International career
- Years: Team / Apps / (Points)
- 1978-80: Wales / 8 / (8)
- Rugby league career

Playing information
- Position: Loose forward
Club
| Years | Team | Pld | T | G | FG | P |
| 1981–84 | Blue Dragons | 64 |  |  |  | 42 |
Representative
| Years | Team | Pld | T | G | FG | P |
| 1981–82 | Wales | 2 |  |  |  | 0 |

= Paul Ringer =

Wales international dual-code rugby player

Paul Ringer (born 28 January 1948) is an English-born former Welsh dual-code international rugby union and professional rugby league footballer. He played representative level rugby union for Wales and at club level for Ebbw Vale RFC, Llanelli RFC and Leicester, as a flanker. Having turned professional, he played representative level rugby league for Wales and at club level for Cardiff City (Bridgend) Blue Dragons, as a .

==International honours==
Paul Ringer was born in Leeds. He earned his first rugby union cap for Wales against New Zealand, at Cardiff, in 1978 and was capped on total of 8 occasions. His final game was two years later in 1980, again at Cardiff against New Zealand. An abrasive and uncompromising forward, in a notorious international match between Wales and England at Twickenham in 1980 he was sent off for a challenge on English outside half John Horton controversially deemed as late by the referee. This controversy proved costly for Ringer as he was not selected for that summer's British Lions tour to South Africa.
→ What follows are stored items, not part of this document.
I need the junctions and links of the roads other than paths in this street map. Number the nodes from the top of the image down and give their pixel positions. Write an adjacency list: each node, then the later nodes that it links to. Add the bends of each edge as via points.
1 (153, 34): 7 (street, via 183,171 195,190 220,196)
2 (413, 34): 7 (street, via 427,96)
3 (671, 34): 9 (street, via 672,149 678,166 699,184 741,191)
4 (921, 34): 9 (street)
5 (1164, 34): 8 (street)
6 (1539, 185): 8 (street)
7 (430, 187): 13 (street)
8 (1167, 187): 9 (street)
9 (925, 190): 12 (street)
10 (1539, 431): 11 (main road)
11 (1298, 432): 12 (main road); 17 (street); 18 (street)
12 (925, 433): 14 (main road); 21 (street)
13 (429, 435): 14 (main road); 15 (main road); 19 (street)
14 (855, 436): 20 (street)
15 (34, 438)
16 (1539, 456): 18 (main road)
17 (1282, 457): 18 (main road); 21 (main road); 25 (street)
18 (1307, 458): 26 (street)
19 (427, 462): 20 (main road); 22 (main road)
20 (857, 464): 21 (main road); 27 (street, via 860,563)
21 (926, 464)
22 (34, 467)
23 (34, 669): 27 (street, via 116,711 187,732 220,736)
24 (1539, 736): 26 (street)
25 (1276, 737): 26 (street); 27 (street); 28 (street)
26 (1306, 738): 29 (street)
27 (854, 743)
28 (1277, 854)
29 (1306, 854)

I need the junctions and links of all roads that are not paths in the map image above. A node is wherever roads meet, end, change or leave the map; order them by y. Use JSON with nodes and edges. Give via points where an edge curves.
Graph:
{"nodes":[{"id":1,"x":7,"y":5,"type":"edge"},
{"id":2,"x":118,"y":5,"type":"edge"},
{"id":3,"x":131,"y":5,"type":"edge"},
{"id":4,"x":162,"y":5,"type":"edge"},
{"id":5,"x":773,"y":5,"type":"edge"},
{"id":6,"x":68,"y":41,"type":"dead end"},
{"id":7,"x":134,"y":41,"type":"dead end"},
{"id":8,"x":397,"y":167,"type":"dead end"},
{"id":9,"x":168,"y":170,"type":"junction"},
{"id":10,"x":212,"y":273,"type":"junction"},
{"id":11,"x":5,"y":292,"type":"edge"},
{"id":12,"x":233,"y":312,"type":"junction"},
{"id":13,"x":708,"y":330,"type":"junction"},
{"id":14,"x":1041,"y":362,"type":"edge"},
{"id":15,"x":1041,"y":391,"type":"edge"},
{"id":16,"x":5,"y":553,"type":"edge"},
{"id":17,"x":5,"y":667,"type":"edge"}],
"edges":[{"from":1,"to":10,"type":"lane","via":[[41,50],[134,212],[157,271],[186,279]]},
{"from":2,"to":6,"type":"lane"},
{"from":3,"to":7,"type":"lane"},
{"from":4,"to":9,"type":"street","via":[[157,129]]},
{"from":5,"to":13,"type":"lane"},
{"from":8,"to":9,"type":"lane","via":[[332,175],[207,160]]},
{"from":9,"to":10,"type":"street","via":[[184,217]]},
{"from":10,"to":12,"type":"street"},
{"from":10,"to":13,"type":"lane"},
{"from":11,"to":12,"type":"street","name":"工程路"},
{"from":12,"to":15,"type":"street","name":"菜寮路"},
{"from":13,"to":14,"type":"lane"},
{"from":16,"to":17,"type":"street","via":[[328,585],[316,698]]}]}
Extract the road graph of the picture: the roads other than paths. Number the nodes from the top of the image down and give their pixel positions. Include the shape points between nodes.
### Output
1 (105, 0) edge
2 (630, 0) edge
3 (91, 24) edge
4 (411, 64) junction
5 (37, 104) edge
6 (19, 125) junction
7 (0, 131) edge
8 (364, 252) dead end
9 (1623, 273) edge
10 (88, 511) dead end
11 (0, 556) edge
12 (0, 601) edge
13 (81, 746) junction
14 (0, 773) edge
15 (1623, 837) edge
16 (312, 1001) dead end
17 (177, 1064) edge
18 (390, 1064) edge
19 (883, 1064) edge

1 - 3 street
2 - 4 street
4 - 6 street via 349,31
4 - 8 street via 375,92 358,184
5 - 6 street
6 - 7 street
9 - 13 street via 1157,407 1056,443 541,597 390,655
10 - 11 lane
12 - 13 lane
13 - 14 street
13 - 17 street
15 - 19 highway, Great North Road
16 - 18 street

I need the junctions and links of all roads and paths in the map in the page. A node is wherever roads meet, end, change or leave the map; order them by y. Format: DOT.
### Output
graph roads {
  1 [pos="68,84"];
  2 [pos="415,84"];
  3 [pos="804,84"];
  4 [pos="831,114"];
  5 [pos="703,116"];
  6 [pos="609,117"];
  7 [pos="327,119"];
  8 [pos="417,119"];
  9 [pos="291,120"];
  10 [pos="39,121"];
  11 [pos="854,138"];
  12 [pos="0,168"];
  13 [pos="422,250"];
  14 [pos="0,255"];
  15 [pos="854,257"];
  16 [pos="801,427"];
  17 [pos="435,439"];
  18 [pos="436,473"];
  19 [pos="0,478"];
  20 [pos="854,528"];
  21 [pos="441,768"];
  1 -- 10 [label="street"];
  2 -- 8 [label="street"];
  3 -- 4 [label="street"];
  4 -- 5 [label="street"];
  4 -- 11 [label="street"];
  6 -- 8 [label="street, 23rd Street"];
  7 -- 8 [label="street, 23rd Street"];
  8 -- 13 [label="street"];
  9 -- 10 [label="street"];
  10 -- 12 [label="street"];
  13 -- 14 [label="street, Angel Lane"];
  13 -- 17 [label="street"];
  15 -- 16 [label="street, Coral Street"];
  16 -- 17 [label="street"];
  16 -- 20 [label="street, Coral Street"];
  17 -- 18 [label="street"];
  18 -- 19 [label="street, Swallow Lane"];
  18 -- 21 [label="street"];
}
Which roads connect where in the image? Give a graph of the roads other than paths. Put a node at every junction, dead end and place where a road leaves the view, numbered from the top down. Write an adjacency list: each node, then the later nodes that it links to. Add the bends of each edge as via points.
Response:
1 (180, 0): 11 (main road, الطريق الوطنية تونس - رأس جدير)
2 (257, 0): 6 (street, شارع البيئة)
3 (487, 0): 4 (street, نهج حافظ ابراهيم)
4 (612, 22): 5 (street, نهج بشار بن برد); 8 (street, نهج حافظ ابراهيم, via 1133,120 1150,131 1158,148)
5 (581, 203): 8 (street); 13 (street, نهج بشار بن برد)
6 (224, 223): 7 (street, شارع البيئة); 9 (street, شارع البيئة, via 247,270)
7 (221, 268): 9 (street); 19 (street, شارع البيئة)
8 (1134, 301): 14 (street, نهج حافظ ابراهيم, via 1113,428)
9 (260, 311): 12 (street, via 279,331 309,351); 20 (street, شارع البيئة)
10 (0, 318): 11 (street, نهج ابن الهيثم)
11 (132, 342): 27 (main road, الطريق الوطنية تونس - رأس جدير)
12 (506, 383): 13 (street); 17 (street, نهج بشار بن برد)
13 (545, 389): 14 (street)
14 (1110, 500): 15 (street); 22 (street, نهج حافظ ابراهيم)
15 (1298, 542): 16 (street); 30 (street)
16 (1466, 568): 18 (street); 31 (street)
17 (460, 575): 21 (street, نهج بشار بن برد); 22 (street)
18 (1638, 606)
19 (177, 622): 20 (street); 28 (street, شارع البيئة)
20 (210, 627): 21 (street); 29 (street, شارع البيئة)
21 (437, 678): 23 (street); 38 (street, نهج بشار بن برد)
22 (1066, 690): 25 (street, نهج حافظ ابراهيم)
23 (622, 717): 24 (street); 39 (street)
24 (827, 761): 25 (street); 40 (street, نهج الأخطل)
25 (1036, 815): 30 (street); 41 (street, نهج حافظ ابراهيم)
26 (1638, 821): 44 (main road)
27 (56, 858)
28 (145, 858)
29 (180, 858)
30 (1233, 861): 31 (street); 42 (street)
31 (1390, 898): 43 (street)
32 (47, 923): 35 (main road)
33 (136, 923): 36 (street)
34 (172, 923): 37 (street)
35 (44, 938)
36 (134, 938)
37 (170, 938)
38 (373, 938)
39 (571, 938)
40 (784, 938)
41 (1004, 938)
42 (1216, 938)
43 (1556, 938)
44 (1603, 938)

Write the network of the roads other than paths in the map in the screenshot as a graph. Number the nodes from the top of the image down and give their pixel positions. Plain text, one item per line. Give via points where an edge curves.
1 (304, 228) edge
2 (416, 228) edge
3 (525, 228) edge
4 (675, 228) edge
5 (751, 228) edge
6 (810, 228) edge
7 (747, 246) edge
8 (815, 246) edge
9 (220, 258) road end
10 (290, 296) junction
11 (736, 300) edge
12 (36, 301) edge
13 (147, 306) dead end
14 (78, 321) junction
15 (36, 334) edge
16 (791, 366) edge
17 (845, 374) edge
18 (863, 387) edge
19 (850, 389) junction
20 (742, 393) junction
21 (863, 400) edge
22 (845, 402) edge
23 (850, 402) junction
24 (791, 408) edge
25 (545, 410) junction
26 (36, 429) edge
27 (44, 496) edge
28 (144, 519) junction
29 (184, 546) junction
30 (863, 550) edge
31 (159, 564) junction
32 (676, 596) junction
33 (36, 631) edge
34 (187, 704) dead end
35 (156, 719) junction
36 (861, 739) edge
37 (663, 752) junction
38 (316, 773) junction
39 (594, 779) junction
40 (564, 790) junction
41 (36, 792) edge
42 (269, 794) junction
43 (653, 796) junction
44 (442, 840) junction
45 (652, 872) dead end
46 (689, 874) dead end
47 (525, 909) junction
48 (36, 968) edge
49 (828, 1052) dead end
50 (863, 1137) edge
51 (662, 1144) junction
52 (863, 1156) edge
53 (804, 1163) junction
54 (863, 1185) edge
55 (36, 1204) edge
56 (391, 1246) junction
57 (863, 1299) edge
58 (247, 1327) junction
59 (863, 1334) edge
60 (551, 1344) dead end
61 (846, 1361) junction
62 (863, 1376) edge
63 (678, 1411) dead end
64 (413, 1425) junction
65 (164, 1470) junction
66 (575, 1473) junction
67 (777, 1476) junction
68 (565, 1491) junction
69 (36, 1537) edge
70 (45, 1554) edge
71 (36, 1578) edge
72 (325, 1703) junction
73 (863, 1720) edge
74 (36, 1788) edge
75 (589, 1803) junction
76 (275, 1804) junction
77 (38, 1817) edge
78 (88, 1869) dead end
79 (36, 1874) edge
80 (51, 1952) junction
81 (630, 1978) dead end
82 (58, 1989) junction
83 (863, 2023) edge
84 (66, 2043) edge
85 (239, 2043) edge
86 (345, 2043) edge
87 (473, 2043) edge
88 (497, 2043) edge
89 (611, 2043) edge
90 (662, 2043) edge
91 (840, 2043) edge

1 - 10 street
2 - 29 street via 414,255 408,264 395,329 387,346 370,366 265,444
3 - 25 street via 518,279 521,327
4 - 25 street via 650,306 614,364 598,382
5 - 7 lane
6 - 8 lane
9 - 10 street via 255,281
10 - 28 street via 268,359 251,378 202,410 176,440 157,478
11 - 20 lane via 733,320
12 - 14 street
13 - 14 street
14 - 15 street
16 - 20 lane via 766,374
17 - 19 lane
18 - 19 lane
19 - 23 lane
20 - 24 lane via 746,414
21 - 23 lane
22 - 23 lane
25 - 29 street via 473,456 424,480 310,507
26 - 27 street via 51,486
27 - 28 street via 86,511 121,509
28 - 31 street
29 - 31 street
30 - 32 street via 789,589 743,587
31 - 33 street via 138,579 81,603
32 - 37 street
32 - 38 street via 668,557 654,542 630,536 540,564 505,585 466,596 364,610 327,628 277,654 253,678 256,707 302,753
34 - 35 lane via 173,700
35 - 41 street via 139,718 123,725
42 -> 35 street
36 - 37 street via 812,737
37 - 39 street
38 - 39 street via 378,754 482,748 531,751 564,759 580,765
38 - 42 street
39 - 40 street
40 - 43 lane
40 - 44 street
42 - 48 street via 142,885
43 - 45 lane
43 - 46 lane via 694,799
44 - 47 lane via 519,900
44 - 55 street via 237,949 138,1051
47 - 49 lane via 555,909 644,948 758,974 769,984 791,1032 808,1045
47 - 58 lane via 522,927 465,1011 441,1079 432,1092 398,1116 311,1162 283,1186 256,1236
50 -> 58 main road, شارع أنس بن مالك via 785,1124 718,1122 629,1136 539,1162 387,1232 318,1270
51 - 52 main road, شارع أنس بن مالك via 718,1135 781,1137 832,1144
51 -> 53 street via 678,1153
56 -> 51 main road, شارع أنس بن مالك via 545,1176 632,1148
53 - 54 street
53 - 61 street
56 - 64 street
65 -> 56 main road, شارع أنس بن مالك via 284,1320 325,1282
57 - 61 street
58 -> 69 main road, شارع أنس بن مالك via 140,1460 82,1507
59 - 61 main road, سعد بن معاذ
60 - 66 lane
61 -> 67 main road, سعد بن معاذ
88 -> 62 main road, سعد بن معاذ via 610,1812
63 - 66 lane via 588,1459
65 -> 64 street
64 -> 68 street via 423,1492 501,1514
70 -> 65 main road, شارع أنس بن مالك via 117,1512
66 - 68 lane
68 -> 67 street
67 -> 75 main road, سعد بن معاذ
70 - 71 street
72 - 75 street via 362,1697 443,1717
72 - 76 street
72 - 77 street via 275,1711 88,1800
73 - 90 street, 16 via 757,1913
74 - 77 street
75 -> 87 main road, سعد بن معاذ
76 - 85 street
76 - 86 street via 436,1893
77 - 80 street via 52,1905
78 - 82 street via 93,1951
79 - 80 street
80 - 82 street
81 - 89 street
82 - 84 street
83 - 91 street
Paul Ringer won caps for Wales (RL) while at Cardiff City (Bridgend) Blue Dragons 1981...1982 2-caps.

==Note==
Before the start of the 1984/85 season, Cardiff City Blue Dragons relocated from Ninian Park in Cardiff, to Coychurch Road Ground in Bridgend, and were renamed Bridgend Blue Dragons.

==Family history==
Paul Ringer is the father of rugby union footballer of the 1990s, 2000s and 2010s; Jamie Ringer, and rugby union footballer; Joel Bennett Ringer.